Your goal
Show every line of the data below that includes the word "paths".

Extracted records
☆ ☆ ☆ ☆ ☆ ☆ ☆
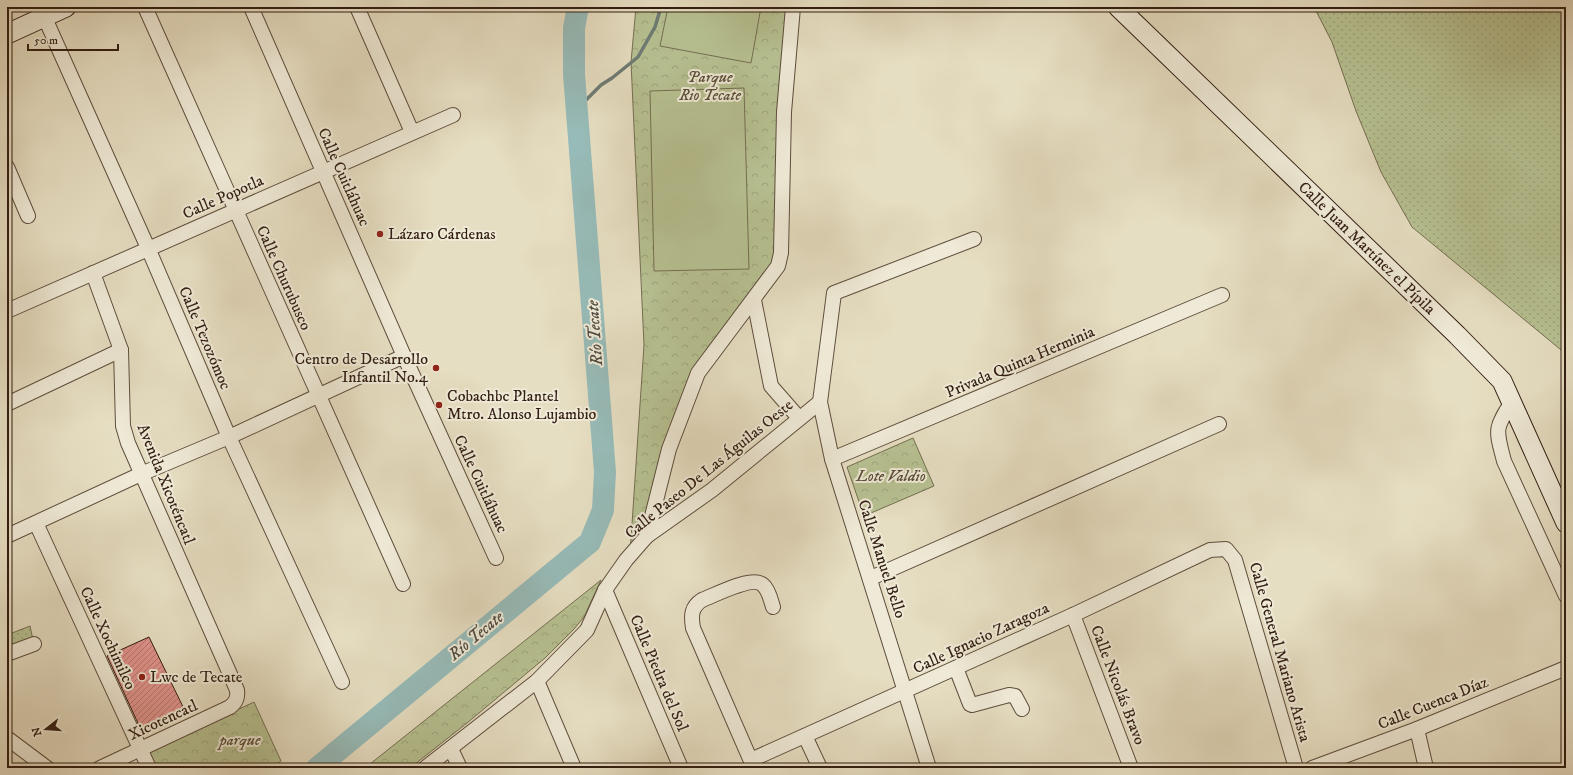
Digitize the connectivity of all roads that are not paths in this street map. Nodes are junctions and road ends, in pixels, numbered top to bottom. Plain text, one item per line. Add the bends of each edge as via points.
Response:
☆ ☆ ☆ ☆ ☆ ☆ ☆
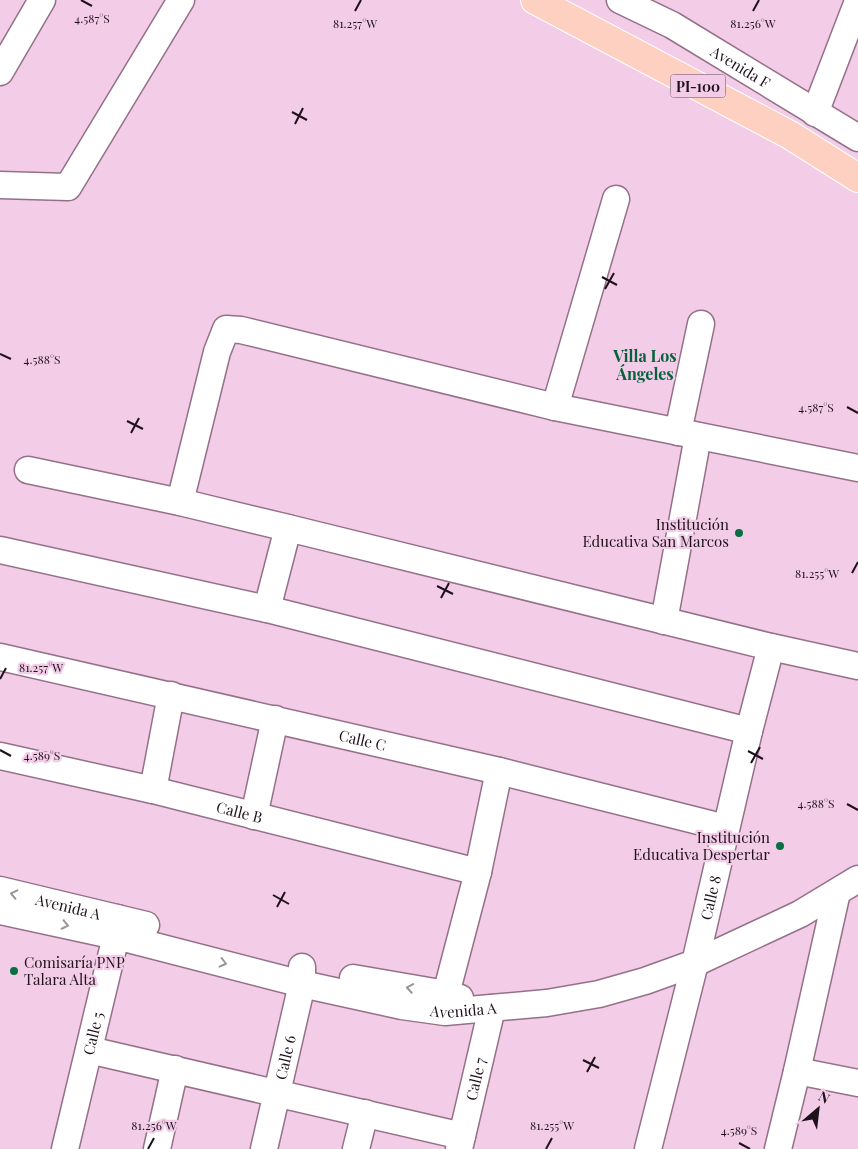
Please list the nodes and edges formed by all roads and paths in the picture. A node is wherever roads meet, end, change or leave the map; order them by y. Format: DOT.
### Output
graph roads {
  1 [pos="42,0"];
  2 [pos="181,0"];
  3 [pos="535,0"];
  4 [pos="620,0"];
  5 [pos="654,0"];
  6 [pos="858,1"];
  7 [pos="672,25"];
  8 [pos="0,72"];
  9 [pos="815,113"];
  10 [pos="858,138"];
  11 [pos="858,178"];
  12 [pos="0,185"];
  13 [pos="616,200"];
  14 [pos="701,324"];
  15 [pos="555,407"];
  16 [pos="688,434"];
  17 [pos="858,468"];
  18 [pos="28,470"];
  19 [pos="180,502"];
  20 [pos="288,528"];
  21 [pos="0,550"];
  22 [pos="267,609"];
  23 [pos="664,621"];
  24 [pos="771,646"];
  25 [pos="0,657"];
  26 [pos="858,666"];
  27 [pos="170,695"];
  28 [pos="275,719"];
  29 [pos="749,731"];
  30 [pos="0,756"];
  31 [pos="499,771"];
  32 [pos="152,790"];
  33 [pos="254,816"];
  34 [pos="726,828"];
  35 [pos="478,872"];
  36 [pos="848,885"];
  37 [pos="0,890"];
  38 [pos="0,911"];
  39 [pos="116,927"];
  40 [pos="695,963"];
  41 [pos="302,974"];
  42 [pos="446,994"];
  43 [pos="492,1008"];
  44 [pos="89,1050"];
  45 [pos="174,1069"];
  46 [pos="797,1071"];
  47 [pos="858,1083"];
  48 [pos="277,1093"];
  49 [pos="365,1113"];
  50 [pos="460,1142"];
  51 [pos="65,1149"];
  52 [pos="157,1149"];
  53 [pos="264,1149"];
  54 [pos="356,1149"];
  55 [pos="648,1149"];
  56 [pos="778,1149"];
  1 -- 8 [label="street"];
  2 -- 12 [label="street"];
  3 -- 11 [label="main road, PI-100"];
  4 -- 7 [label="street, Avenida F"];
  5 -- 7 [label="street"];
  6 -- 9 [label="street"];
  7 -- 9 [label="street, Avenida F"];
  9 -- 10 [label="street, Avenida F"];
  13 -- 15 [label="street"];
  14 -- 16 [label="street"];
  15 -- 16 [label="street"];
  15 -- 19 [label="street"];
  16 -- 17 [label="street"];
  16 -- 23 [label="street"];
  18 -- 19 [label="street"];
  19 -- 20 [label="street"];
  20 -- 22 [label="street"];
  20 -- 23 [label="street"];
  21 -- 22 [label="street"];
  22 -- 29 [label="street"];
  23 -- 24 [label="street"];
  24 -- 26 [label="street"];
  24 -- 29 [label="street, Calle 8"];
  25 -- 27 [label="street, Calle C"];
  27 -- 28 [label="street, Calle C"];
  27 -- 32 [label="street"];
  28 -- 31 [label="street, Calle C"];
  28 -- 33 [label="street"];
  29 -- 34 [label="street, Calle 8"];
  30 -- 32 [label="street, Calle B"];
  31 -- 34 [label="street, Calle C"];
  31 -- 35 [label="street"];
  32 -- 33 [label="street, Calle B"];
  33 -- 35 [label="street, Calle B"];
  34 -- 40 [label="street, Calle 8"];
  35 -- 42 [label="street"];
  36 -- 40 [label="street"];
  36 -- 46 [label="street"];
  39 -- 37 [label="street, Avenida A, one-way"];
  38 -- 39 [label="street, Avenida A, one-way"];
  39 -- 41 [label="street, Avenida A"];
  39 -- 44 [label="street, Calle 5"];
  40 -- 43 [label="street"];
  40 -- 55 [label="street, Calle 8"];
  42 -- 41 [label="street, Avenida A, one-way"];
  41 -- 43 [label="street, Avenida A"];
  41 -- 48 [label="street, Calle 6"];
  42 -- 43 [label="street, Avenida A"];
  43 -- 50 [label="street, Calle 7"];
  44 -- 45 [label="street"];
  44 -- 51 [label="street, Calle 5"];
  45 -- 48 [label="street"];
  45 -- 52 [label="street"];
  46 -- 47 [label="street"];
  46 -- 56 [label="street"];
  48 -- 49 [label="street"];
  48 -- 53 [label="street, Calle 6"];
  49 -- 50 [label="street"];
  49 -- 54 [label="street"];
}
☆ ☆ ☆ ☆ ☆ ☆ ☆
Result of the task
Digitize the connectivity of all roads that are not paths in this street map. Nodes are junctions and road ends, in pixels, numbered top to bottom. Plain text, one item per line. Add the bends of each edge as via points.
Please list the nodes and edges formed by all roads and paths in the picture. A node is wherever roads meet, end, change or leave the map; order them by y. Format: DOT.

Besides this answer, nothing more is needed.